| How to complete this task |
Report only the number of lines in the following entries where the word "dead" occurs.

| Extracted data |
★ ★ ★ ★

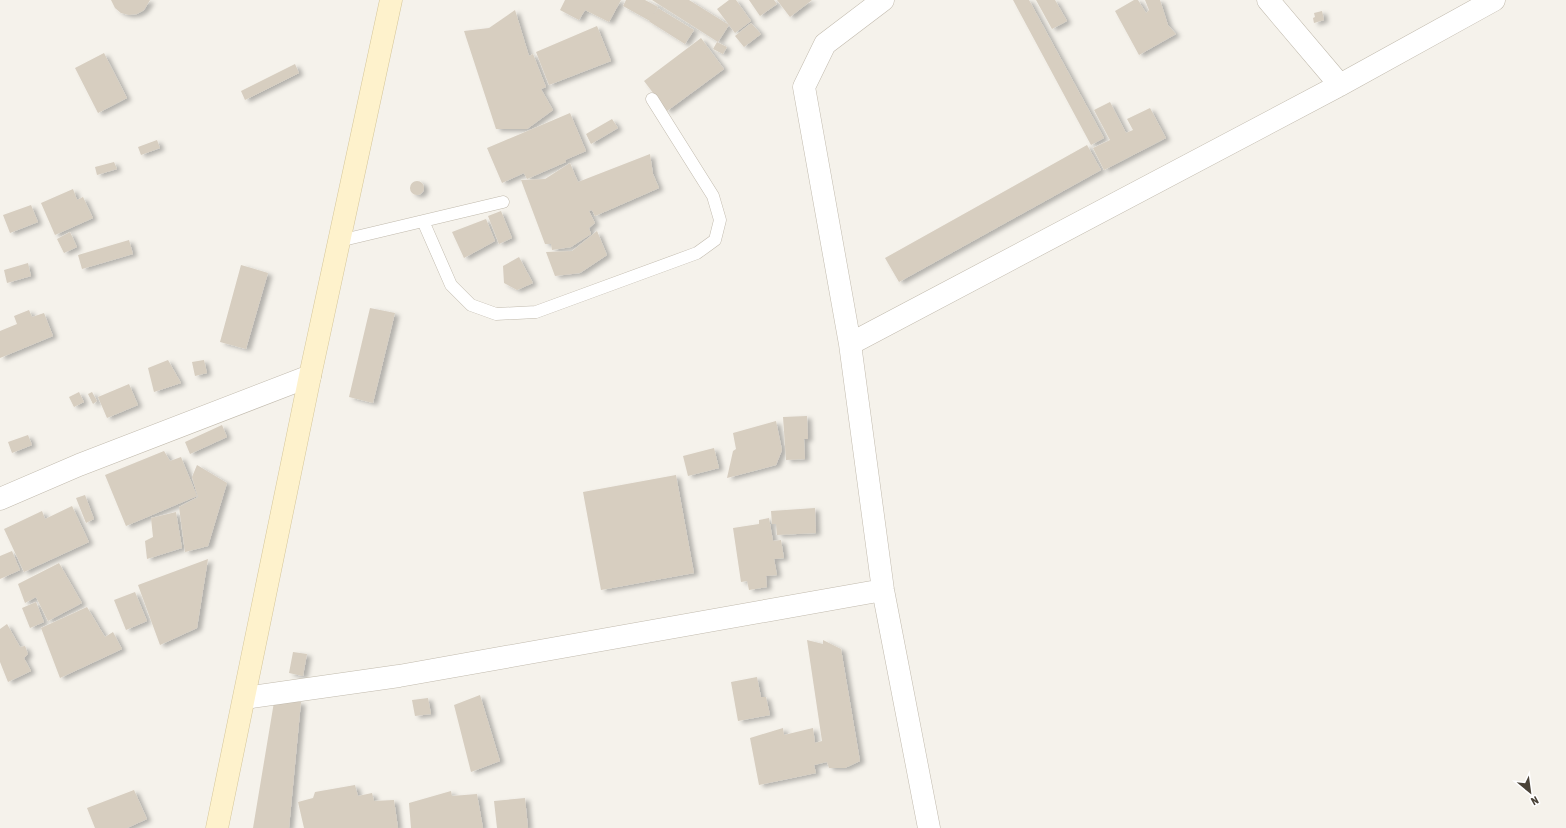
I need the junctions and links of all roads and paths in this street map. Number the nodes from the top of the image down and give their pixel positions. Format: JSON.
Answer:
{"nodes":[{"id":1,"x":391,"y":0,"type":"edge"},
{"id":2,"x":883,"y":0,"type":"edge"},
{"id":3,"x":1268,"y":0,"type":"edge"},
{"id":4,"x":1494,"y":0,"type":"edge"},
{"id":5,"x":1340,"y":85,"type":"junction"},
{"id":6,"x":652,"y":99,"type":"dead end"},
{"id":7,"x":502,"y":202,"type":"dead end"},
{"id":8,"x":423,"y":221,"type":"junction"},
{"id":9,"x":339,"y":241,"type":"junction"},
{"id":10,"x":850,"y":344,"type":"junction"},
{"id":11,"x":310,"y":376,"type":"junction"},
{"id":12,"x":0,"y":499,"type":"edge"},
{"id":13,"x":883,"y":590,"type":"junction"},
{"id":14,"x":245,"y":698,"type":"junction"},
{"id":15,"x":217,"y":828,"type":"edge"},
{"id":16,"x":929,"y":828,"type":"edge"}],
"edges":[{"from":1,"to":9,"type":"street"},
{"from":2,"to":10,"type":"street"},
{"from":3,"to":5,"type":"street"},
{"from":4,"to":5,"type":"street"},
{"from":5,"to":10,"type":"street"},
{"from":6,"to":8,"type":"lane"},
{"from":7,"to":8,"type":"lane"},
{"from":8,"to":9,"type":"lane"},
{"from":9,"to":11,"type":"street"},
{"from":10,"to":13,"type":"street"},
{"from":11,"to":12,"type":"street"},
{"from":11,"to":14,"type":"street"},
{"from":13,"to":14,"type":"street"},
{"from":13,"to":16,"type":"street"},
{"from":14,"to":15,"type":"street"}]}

★ ★ ★ ★

| Written reply |
2